> _Your task_
Give back every record word for word, keeping the pictures out.

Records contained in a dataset
■ ■ ■ ■ ■
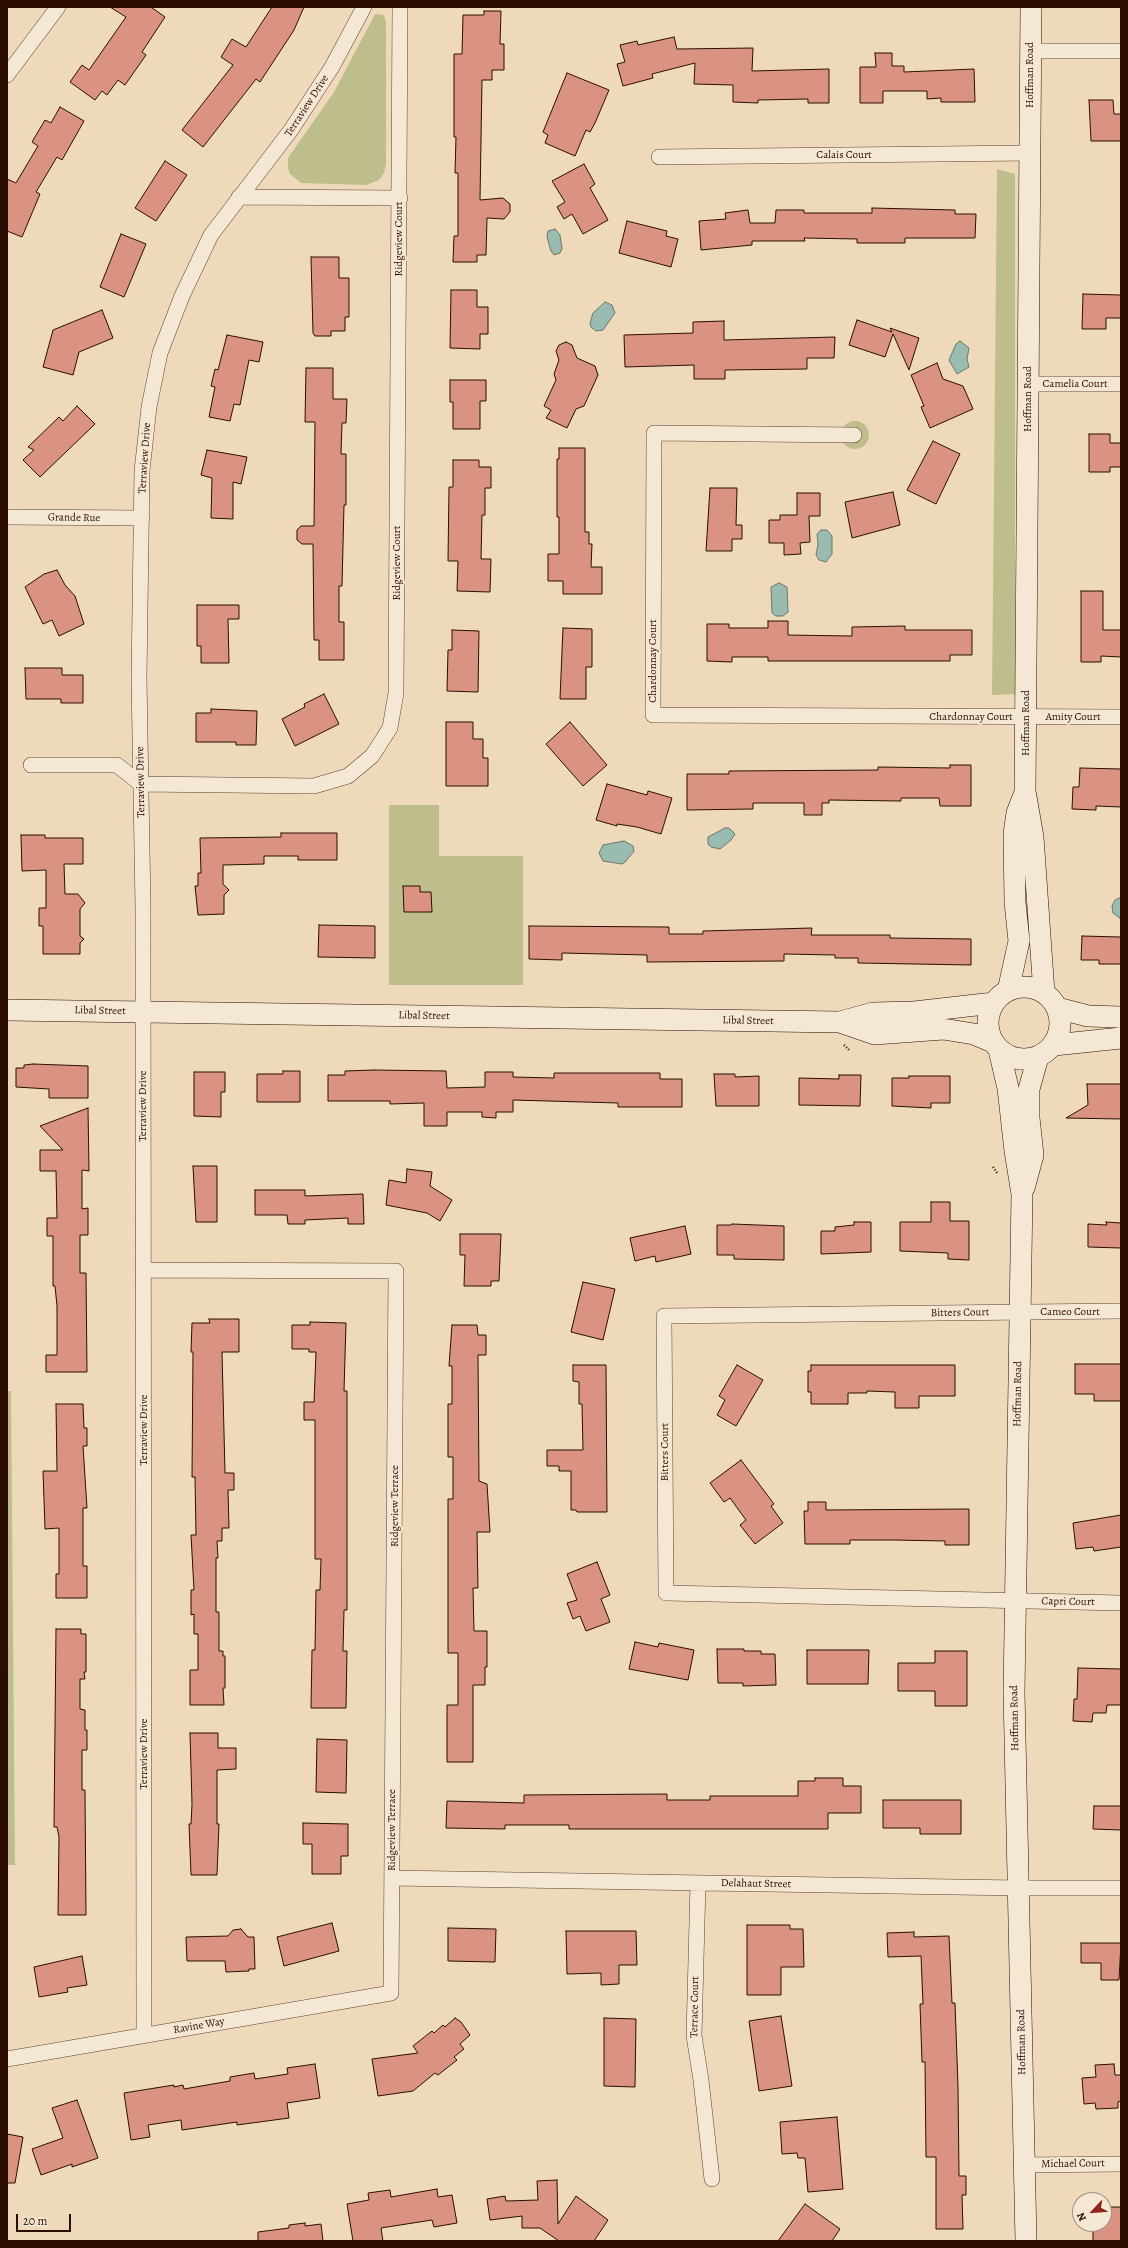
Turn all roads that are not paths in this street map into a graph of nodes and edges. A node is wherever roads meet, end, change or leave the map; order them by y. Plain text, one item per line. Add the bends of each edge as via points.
1 (58, 7) edge
2 (364, 7) edge
3 (400, 7) edge
4 (1031, 7) edge
5 (1030, 51) junction
6 (1121, 51) edge
7 (7, 75) edge
8 (1030, 153) junction
9 (659, 157) dead end
10 (239, 198) junction
11 (400, 198) junction
12 (1028, 384) junction
13 (1121, 384) edge
14 (854, 435) dead end
15 (7, 517) edge
16 (142, 518) junction
17 (1026, 717) junction
18 (1121, 717) edge
19 (31, 765) dead end
20 (141, 784) junction
21 (1025, 791) junction
22 (1001, 997) junction
23 (1050, 1001) junction
24 (7, 1010) edge
25 (143, 1011) junction
26 (1121, 1017) edge
27 (840, 1022) junction
28 (1121, 1038) edge
29 (1054, 1045) junction
30 (996, 1046) junction
31 (1038, 1057) junction
32 (1022, 1194) junction
33 (143, 1270) junction
34 (1121, 1311) edge
35 (1019, 1312) junction
36 (1015, 1601) junction
37 (1121, 1603) edge
38 (392, 1878) junction
39 (698, 1883) junction
40 (1018, 1888) junction
41 (1121, 1888) edge
42 (391, 1993) joint
43 (144, 2036) junction
44 (7, 2059) edge
45 (1121, 2164) edge
46 (1024, 2165) junction
47 (712, 2179) dead end
48 (1026, 2241) edge

1 - 7 street
2 - 10 street, Terraview Drive via 332,67 291,130
3 - 11 street, Ridgeview Court
4 - 5 street, Hoffman Road
5 - 6 street
5 - 8 street, Hoffman Road
8 - 9 street, Calais Court
8 - 12 street, Hoffman Road
10 - 11 street
10 - 16 street, Terraview Drive via 211,236 182,296 160,353 149,407 142,471
11 - 20 street, Ridgeview Court via 396,693 390,728 372,756 348,776 314,786
12 - 13 street, Camelia Court
12 - 17 street, Hoffman Road
14 - 17 street, Chardonnay Court via 654,433 653,715
15 - 16 street, Grande Rue
16 - 20 street, Terraview Drive via 139,678
17 - 18 street, Amity Court
17 - 21 street, Hoffman Road
19 - 20 street via 116,765
20 - 25 street, Terraview Drive
21 - 22 street, Hoffman Road via 1017,813 1014,834 1015,902 1019,941
21 - 23 street, Hoffman Road via 1033,837
22 - 23 street via 1027,987
22 - 27 street, Libal Street via 914,1012 873,1013
22 - 30 street via 987,1023
23 - 26 street via 1088,1016
23 - 29 street via 1060,1027
24 - 25 street, Libal Street
25 - 27 street, Libal Street
25 - 33 street, Terraview Drive
27 - 30 street, Libal Street via 875,1034 944,1029 974,1034
28 - 29 street
29 - 31 street
30 - 31 street via 1018,1059
30 - 32 street, Hoffman Road via 1008,1088
31 - 32 street, Hoffman Road via 1029,1088 1033,1155
32 - 35 street, Hoffman Road
33 - 38 street, Ridgeview Terrace via 396,1271
33 - 43 street, Terraview Drive
34 - 35 street, Cameo Court
35 - 36 street, Hoffman Road
35 - 36 street, Bitters Court via 664,1316 666,1593
36 - 37 street, Capri Court
36 - 40 street, Hoffman Road
38 - 39 street, Delahaut Street
38 - 42 street, Ridgeview Terrace
39 - 40 street, Delahaut Street
39 - 47 street, Terrace Court via 694,2036
40 - 41 street, Delahaut Street
40 - 46 street, Hoffman Road
42 - 43 street, Ravine Way
43 - 44 street, Ravine Way
45 - 46 street, Michael Court
46 - 48 street, Hoffman Road

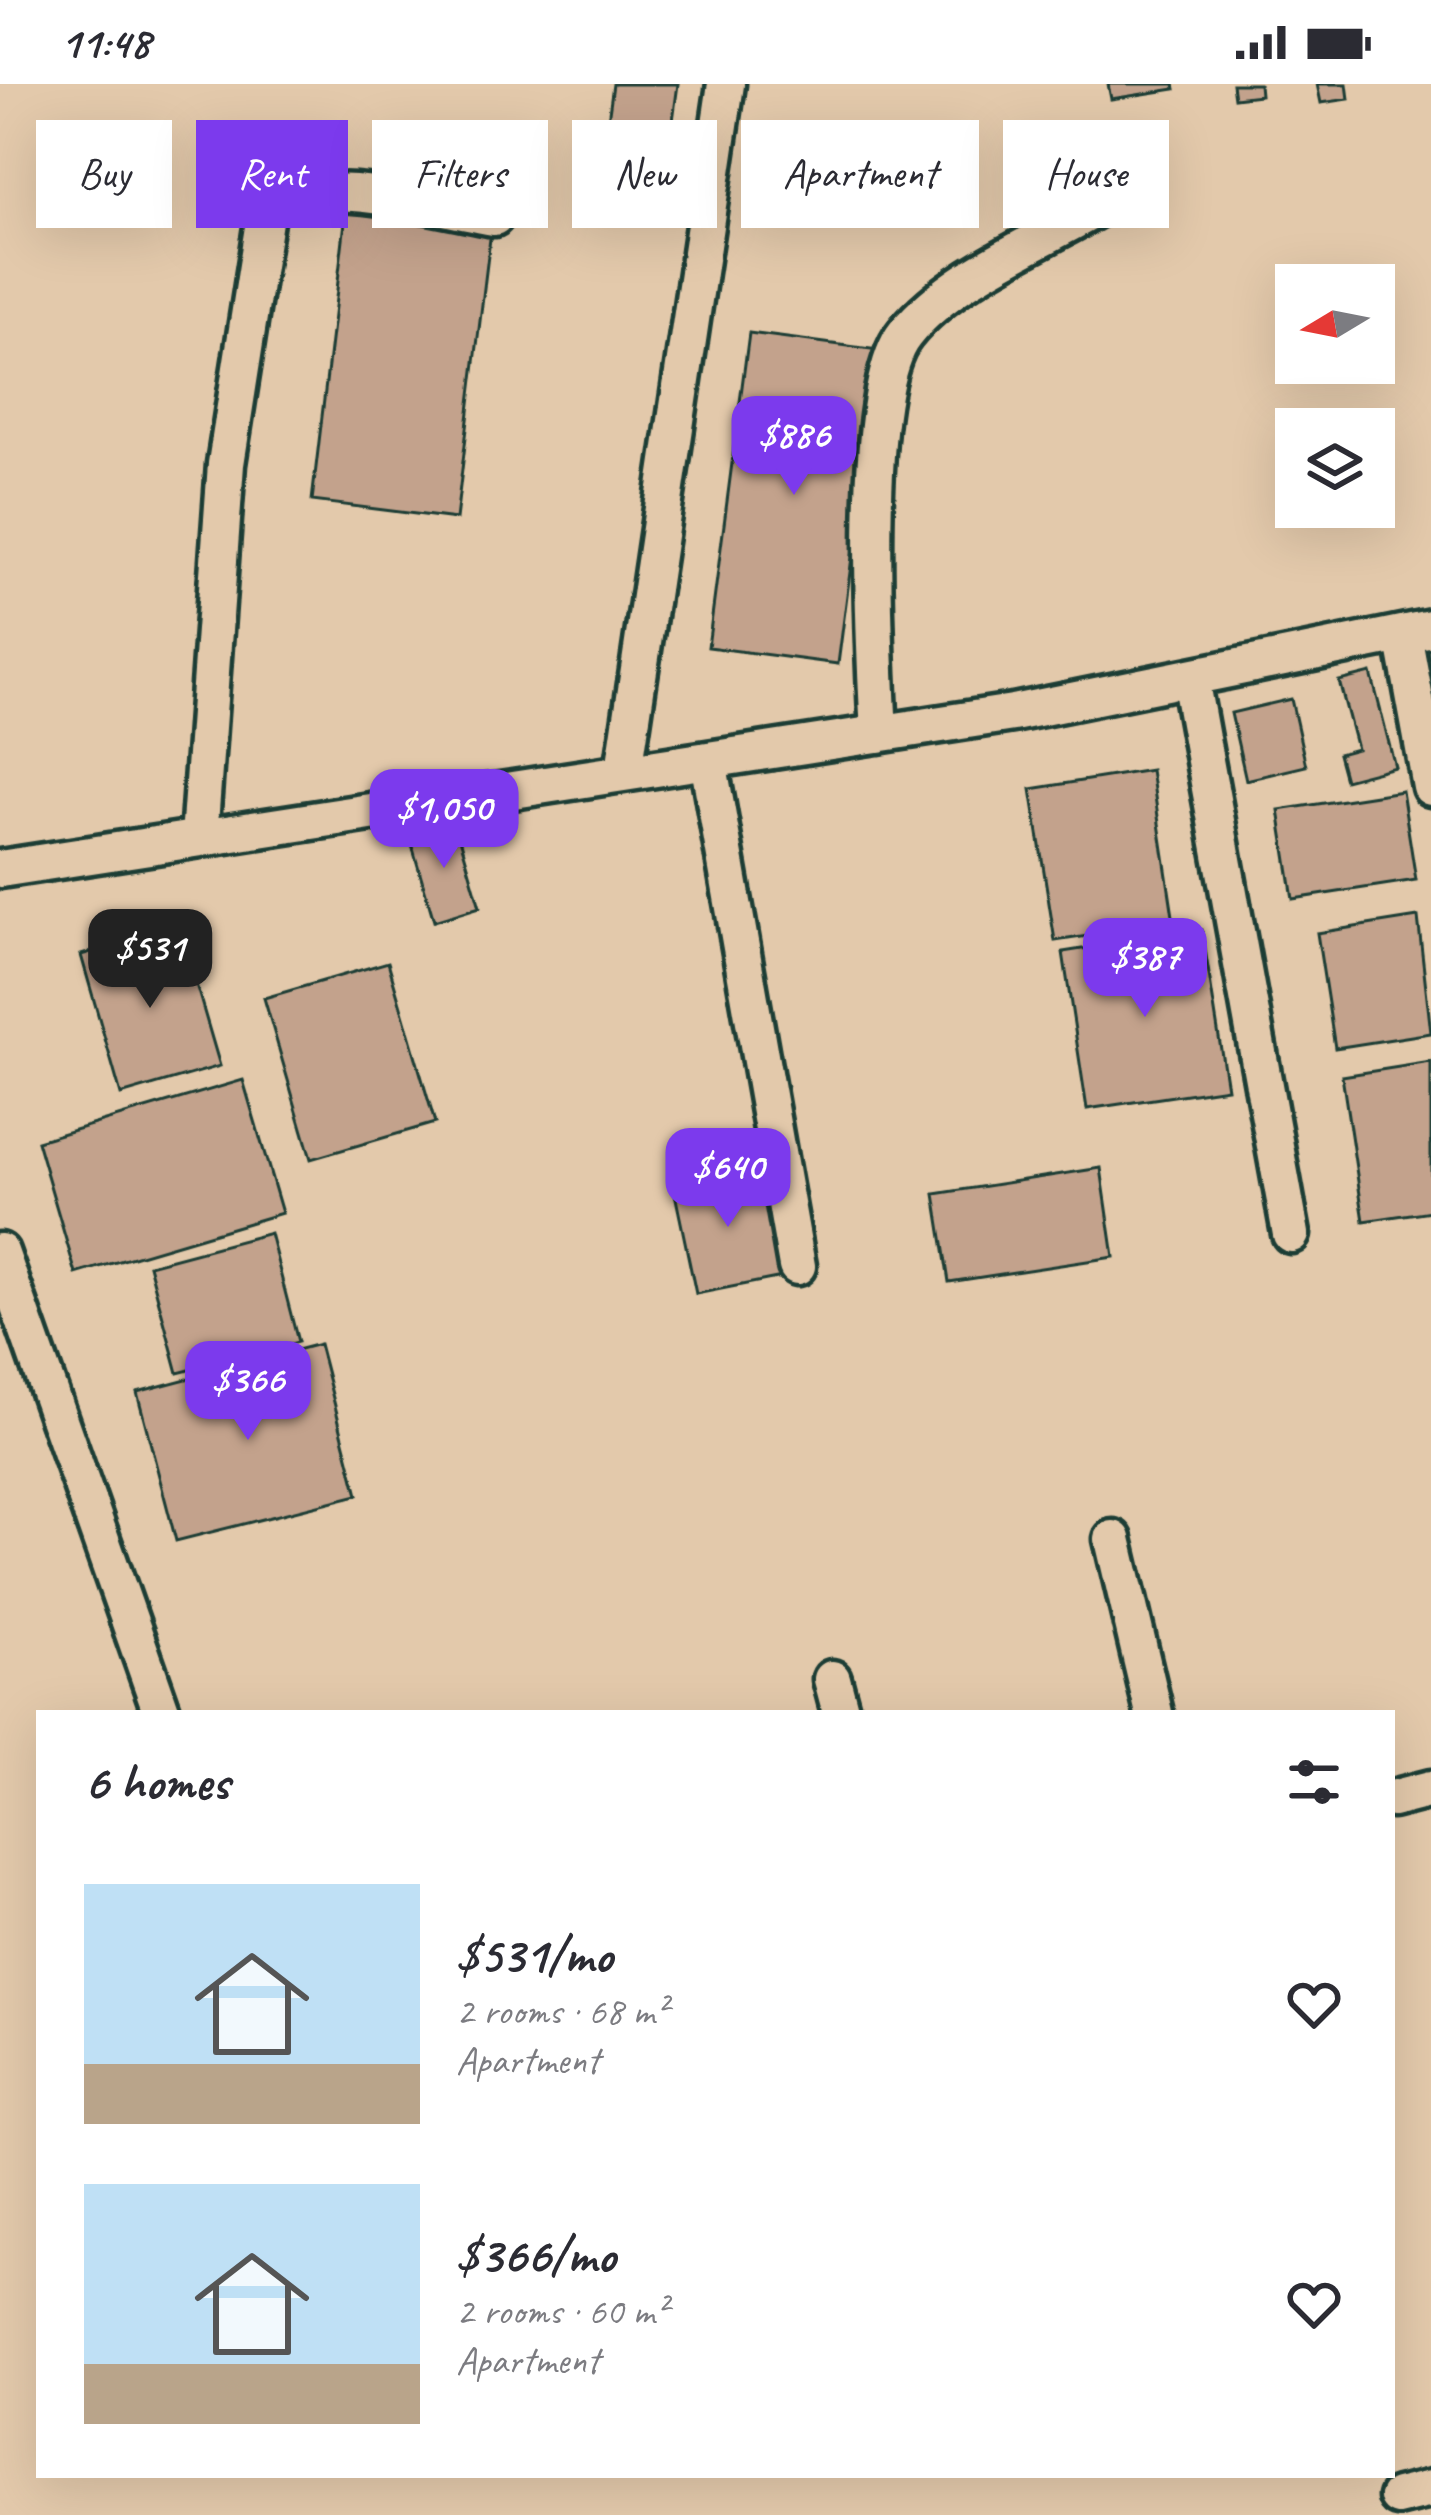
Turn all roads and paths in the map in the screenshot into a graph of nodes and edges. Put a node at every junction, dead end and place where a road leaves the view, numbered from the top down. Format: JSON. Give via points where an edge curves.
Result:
{"nodes":[{"id":1,"x":727,"y":84,"type":"edge"},
{"id":2,"x":372,"y":195,"type":"edge"},
{"id":3,"x":1063,"y":228,"type":"edge"},
{"id":4,"x":1417,"y":631,"type":"edge"},
{"id":5,"x":1190,"y":678,"type":"junction"},
{"id":6,"x":879,"y":734,"type":"junction"},
{"id":7,"x":708,"y":760,"type":"junction"},
{"id":8,"x":624,"y":771,"type":"junction"},
{"id":9,"x":1431,"y":787,"type":"edge"},
{"id":10,"x":199,"y":838,"type":"junction"},
{"id":11,"x":0,"y":869,"type":"edge"},
{"id":12,"x":1291,"y":1234,"type":"dead end"},
{"id":13,"x":0,"y":1252,"type":"edge"},
{"id":14,"x":796,"y":1266,"type":"dead end"},
{"id":15,"x":1113,"y":1539,"type":"dead end"},
{"id":16,"x":161,"y":1710,"type":"edge"},
{"id":17,"x":1153,"y":1710,"type":"edge"},
{"id":18,"x":1431,"y":1789,"type":"edge"},
{"id":19,"x":1395,"y":1798,"type":"edge"}],
"edges":[{"from":1,"to":8,"type":"street"},
{"from":2,"to":10,"type":"street","via":[[291,195],[266,208],[226,464]]},
{"from":3,"to":6,"type":"street","via":[[927,309],[901,339],[881,419],[872,620]]},
{"from":4,"to":5,"type":"street"},
{"from":4,"to":9,"type":"street"},
{"from":5,"to":6,"type":"street"},
{"from":5,"to":12,"type":"street"},
{"from":6,"to":7,"type":"street"},
{"from":7,"to":8,"type":"street"},
{"from":7,"to":14,"type":"street"},
{"from":8,"to":10,"type":"street"},
{"from":10,"to":11,"type":"street"},
{"from":13,"to":16,"type":"street"},
{"from":15,"to":17,"type":"street"},
{"from":18,"to":19,"type":"street"}]}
■ ■ ■ ■ ■
> _Exercise result_
Turn all roads that are not paths in this street map into a graph of nodes and edges. A node is wherever roads meet, end, change or leave the map; order them by y. Plain text, one item per line. Add the bends of each edge as via points.
1 (58, 7) edge
2 (364, 7) edge
3 (400, 7) edge
4 (1031, 7) edge
5 (1030, 51) junction
6 (1121, 51) edge
7 (7, 75) edge
8 (1030, 153) junction
9 (659, 157) dead end
10 (239, 198) junction
11 (400, 198) junction
12 (1028, 384) junction
13 (1121, 384) edge
14 (854, 435) dead end
15 (7, 517) edge
16 (142, 518) junction
17 (1026, 717) junction
18 (1121, 717) edge
19 (31, 765) dead end
20 (141, 784) junction
21 (1025, 791) junction
22 (1001, 997) junction
23 (1050, 1001) junction
24 (7, 1010) edge
25 (143, 1011) junction
26 (1121, 1017) edge
27 (840, 1022) junction
28 (1121, 1038) edge
29 (1054, 1045) junction
30 (996, 1046) junction
31 (1038, 1057) junction
32 (1022, 1194) junction
33 (143, 1270) junction
34 (1121, 1311) edge
35 (1019, 1312) junction
36 (1015, 1601) junction
37 (1121, 1603) edge
38 (392, 1878) junction
39 (698, 1883) junction
40 (1018, 1888) junction
41 (1121, 1888) edge
42 (391, 1993) joint
43 (144, 2036) junction
44 (7, 2059) edge
45 (1121, 2164) edge
46 (1024, 2165) junction
47 (712, 2179) dead end
48 (1026, 2241) edge

1 - 7 street
2 - 10 street, Terraview Drive via 332,67 291,130
3 - 11 street, Ridgeview Court
4 - 5 street, Hoffman Road
5 - 6 street
5 - 8 street, Hoffman Road
8 - 9 street, Calais Court
8 - 12 street, Hoffman Road
10 - 11 street
10 - 16 street, Terraview Drive via 211,236 182,296 160,353 149,407 142,471
11 - 20 street, Ridgeview Court via 396,693 390,728 372,756 348,776 314,786
12 - 13 street, Camelia Court
12 - 17 street, Hoffman Road
14 - 17 street, Chardonnay Court via 654,433 653,715
15 - 16 street, Grande Rue
16 - 20 street, Terraview Drive via 139,678
17 - 18 street, Amity Court
17 - 21 street, Hoffman Road
19 - 20 street via 116,765
20 - 25 street, Terraview Drive
21 - 22 street, Hoffman Road via 1017,813 1014,834 1015,902 1019,941
21 - 23 street, Hoffman Road via 1033,837
22 - 23 street via 1027,987
22 - 27 street, Libal Street via 914,1012 873,1013
22 - 30 street via 987,1023
23 - 26 street via 1088,1016
23 - 29 street via 1060,1027
24 - 25 street, Libal Street
25 - 27 street, Libal Street
25 - 33 street, Terraview Drive
27 - 30 street, Libal Street via 875,1034 944,1029 974,1034
28 - 29 street
29 - 31 street
30 - 31 street via 1018,1059
30 - 32 street, Hoffman Road via 1008,1088
31 - 32 street, Hoffman Road via 1029,1088 1033,1155
32 - 35 street, Hoffman Road
33 - 38 street, Ridgeview Terrace via 396,1271
33 - 43 street, Terraview Drive
34 - 35 street, Cameo Court
35 - 36 street, Hoffman Road
35 - 36 street, Bitters Court via 664,1316 666,1593
36 - 37 street, Capri Court
36 - 40 street, Hoffman Road
38 - 39 street, Delahaut Street
38 - 42 street, Ridgeview Terrace
39 - 40 street, Delahaut Street
39 - 47 street, Terrace Court via 694,2036
40 - 41 street, Delahaut Street
40 - 46 street, Hoffman Road
42 - 43 street, Ravine Way
43 - 44 street, Ravine Way
45 - 46 street, Michael Court
46 - 48 street, Hoffman Road

Turn all roads and paths in the map in the screenshot into a graph of nodes and edges. Put a node at every junction, dead end and place where a road leaves the view, numbered from the top down. Format: JSON. Give via points where an edge curves.
Result:
{"nodes":[{"id":1,"x":727,"y":84,"type":"edge"},
{"id":2,"x":372,"y":195,"type":"edge"},
{"id":3,"x":1063,"y":228,"type":"edge"},
{"id":4,"x":1417,"y":631,"type":"edge"},
{"id":5,"x":1190,"y":678,"type":"junction"},
{"id":6,"x":879,"y":734,"type":"junction"},
{"id":7,"x":708,"y":760,"type":"junction"},
{"id":8,"x":624,"y":771,"type":"junction"},
{"id":9,"x":1431,"y":787,"type":"edge"},
{"id":10,"x":199,"y":838,"type":"junction"},
{"id":11,"x":0,"y":869,"type":"edge"},
{"id":12,"x":1291,"y":1234,"type":"dead end"},
{"id":13,"x":0,"y":1252,"type":"edge"},
{"id":14,"x":796,"y":1266,"type":"dead end"},
{"id":15,"x":1113,"y":1539,"type":"dead end"},
{"id":16,"x":161,"y":1710,"type":"edge"},
{"id":17,"x":1153,"y":1710,"type":"edge"},
{"id":18,"x":1431,"y":1789,"type":"edge"},
{"id":19,"x":1395,"y":1798,"type":"edge"}],
"edges":[{"from":1,"to":8,"type":"street"},
{"from":2,"to":10,"type":"street","via":[[291,195],[266,208],[226,464]]},
{"from":3,"to":6,"type":"street","via":[[927,309],[901,339],[881,419],[872,620]]},
{"from":4,"to":5,"type":"street"},
{"from":4,"to":9,"type":"street"},
{"from":5,"to":6,"type":"street"},
{"from":5,"to":12,"type":"street"},
{"from":6,"to":7,"type":"street"},
{"from":7,"to":8,"type":"street"},
{"from":7,"to":14,"type":"street"},
{"from":8,"to":10,"type":"street"},
{"from":10,"to":11,"type":"street"},
{"from":13,"to":16,"type":"street"},
{"from":15,"to":17,"type":"street"},
{"from":18,"to":19,"type":"street"}]}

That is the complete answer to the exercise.